> EXERCISE PROMPT:
Every line in the records below between the one holding "pinky mcp: (540, 274)" and the one holding "index mcp: (822, 788)", inclusive, is to be set down exactly; all other lines are to be left out.

> DATASET ENTRIES:
▬▬▬
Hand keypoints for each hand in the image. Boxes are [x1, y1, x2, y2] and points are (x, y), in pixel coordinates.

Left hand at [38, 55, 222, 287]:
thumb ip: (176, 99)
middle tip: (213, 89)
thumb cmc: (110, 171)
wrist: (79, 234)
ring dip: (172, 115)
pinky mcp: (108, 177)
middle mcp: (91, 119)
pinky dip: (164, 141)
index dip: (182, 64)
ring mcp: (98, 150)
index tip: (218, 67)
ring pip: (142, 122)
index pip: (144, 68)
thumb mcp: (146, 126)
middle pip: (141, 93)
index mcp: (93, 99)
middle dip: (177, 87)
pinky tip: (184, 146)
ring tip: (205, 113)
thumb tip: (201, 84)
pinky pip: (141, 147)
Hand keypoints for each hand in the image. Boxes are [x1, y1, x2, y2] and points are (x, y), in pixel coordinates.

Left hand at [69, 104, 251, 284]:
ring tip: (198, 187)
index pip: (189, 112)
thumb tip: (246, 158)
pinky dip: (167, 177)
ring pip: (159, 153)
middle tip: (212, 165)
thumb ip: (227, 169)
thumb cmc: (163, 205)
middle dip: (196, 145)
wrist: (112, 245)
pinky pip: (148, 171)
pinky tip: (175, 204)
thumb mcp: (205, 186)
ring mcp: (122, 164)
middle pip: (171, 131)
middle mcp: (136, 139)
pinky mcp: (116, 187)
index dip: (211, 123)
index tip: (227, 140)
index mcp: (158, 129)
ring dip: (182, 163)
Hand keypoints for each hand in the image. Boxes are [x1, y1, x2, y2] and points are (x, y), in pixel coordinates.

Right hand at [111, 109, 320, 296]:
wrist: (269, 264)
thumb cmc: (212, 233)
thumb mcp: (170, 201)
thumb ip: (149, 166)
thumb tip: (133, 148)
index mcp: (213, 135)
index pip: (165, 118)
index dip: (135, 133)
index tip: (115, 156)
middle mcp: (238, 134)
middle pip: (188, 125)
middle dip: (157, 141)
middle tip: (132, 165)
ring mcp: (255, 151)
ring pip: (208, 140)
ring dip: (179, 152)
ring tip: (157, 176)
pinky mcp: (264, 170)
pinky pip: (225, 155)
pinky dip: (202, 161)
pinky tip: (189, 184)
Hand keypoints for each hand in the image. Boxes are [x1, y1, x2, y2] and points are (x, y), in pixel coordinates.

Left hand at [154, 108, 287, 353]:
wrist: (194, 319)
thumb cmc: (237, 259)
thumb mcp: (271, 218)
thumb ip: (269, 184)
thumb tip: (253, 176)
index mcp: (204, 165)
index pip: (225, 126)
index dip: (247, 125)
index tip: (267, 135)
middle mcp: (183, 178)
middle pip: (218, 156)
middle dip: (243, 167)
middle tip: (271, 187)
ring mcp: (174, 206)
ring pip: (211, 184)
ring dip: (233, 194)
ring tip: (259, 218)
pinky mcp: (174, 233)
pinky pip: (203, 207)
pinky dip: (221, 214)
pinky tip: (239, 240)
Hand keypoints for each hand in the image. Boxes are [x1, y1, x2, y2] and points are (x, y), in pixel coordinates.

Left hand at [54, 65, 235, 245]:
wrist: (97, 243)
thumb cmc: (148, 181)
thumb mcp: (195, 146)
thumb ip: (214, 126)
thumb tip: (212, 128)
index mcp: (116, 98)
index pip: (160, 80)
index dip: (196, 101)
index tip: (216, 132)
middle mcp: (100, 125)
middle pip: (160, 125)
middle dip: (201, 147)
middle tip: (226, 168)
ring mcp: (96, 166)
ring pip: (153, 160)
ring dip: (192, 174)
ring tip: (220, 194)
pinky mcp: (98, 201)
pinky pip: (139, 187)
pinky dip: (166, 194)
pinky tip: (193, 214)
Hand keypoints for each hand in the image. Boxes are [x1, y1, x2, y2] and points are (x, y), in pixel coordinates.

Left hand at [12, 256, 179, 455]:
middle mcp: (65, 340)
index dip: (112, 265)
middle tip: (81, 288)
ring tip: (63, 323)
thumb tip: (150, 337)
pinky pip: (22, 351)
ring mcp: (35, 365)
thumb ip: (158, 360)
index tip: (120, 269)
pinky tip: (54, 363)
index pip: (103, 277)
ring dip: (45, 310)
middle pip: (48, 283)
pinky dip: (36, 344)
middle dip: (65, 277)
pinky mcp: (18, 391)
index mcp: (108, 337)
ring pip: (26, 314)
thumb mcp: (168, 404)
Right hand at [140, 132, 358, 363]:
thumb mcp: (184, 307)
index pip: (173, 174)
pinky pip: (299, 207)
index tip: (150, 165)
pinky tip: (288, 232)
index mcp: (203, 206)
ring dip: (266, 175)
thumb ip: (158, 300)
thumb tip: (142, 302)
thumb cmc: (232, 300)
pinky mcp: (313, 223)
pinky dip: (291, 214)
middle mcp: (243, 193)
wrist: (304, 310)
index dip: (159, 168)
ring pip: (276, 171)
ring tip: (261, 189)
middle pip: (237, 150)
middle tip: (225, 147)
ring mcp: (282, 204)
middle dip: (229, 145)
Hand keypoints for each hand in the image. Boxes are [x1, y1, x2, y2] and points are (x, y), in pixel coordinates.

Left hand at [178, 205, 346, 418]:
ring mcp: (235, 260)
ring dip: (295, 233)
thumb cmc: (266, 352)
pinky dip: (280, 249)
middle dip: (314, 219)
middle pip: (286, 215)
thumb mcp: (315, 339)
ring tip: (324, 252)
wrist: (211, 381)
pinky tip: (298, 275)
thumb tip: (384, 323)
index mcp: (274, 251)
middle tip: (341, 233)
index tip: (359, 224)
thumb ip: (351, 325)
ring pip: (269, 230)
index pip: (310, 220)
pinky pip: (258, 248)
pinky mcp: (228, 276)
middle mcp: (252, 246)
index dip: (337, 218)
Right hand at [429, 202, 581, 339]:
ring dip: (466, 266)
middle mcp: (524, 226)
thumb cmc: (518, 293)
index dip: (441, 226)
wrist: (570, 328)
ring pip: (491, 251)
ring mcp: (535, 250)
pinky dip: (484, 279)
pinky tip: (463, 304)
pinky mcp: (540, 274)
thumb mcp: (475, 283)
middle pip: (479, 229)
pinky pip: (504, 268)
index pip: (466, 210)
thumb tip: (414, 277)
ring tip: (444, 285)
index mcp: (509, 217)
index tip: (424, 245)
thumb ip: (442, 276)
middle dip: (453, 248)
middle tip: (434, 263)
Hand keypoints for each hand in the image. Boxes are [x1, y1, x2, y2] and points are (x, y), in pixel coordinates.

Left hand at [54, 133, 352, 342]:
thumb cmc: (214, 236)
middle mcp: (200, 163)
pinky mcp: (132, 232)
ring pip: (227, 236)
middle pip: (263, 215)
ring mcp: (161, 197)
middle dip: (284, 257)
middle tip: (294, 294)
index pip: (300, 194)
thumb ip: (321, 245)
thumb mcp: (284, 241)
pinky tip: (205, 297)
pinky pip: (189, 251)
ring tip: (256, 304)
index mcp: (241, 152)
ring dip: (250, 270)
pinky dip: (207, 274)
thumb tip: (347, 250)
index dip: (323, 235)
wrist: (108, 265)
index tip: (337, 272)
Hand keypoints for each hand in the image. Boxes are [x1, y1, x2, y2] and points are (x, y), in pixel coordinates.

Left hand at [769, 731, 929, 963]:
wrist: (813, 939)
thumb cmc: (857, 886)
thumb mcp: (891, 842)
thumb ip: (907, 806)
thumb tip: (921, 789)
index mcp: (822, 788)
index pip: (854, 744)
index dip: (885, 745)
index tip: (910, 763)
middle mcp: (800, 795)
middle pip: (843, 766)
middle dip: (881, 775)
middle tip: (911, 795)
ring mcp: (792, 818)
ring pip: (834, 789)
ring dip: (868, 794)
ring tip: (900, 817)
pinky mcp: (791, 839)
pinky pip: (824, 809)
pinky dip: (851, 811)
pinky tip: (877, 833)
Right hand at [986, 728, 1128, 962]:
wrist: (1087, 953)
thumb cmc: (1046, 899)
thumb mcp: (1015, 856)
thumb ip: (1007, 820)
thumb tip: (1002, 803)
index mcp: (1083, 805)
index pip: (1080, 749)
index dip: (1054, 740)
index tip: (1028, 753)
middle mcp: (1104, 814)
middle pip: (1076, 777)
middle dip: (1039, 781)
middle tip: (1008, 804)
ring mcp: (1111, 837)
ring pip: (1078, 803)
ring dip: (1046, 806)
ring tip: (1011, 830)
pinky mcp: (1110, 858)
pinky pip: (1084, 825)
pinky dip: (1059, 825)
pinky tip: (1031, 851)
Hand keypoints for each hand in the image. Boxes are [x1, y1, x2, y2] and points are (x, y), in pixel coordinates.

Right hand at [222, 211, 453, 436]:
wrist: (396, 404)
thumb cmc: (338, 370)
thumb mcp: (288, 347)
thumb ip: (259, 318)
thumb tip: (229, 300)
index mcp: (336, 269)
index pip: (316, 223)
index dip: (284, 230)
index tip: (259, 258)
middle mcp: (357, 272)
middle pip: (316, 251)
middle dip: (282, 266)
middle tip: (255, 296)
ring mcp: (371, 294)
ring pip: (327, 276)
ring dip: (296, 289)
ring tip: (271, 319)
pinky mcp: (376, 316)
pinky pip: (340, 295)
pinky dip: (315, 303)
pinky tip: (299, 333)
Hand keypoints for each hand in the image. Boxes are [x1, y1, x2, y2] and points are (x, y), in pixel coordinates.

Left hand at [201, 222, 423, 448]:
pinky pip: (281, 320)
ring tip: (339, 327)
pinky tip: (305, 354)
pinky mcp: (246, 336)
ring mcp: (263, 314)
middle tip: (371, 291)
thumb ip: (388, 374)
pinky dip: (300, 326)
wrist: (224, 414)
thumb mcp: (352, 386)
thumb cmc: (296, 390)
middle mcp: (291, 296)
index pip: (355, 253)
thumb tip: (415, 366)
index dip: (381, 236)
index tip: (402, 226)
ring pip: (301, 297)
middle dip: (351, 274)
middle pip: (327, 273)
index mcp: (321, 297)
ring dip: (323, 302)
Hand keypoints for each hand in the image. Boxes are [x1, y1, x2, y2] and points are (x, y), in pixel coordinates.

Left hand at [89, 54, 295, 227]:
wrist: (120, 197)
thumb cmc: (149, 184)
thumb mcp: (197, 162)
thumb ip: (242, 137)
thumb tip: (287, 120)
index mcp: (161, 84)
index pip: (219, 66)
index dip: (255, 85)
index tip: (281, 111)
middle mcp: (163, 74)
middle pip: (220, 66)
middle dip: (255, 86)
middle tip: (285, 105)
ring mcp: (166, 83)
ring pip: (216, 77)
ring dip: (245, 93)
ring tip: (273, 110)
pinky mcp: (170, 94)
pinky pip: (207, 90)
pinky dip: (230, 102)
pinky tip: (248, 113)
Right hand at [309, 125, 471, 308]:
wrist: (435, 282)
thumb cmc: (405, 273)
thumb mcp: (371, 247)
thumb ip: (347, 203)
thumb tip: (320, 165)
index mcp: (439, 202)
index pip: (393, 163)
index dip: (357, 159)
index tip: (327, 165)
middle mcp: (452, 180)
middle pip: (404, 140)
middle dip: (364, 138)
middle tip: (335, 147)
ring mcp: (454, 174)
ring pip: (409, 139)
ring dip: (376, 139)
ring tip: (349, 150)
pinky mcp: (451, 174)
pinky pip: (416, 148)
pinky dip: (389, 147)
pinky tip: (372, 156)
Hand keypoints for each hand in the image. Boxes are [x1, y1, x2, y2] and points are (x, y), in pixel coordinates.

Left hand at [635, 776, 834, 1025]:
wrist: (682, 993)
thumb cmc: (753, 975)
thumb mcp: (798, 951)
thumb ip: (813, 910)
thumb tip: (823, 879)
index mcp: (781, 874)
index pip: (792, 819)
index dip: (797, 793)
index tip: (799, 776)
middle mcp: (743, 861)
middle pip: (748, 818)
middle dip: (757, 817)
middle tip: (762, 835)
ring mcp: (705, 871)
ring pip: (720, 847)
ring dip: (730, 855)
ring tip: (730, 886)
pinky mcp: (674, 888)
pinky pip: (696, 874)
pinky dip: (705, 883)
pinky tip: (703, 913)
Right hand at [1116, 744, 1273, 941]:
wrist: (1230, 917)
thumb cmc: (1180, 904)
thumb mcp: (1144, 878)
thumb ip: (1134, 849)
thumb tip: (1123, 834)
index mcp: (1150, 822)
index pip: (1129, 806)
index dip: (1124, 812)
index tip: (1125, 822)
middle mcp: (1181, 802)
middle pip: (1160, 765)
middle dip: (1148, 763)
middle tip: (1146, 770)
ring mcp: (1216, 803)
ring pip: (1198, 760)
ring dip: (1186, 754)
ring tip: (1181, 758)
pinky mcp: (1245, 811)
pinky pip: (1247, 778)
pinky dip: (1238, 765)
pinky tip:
▬▬▬
> YOUR SOLUTION:
pinky mcp: (540, 274)
thumb mcp: (475, 283)
middle pip: (479, 229)
pinky pip: (504, 268)
index pip: (466, 210)
thumb tip: (414, 277)
ring tip: (444, 285)
index mcp: (509, 217)
index tip: (424, 245)
thumb ip: (442, 276)
middle dip: (453, 248)
middle tip: (434, 263)
Hand keypoints for each hand in the image. Boxes are [x1, y1, x2, y2] and points are (x, y), in pixel coordinates.

Left hand at [54, 133, 352, 342]:
thumb cmc: (214, 236)
middle mcp: (200, 163)
pinky mcp: (132, 232)
ring pip: (227, 236)
middle pip: (263, 215)
ring mcp: (161, 197)
middle dip: (284, 257)
middle tip: (294, 294)
index pip: (300, 194)
thumb ip: (321, 245)
thumb mcp: (284, 241)
pinky tip: (205, 297)
pinky pip: (189, 251)
ring tip: (256, 304)
index mcp: (241, 152)
ring dip: (250, 270)
pinky dip: (207, 274)
thumb tip: (347, 250)
index dip: (323, 235)
wrist: (108, 265)
index tip: (337, 272)
Hand keypoints for each hand in the image. Boxes are [x1, y1, x2, y2] and points are (x, y), in pixel coordinates.

Left hand at [769, 731, 929, 963]:
wrist: (813, 939)
thumb cmc: (857, 886)
thumb mcp: (891, 842)
thumb ip: (907, 806)
thumb tip: (921, 789)
index mcp: (822, 788)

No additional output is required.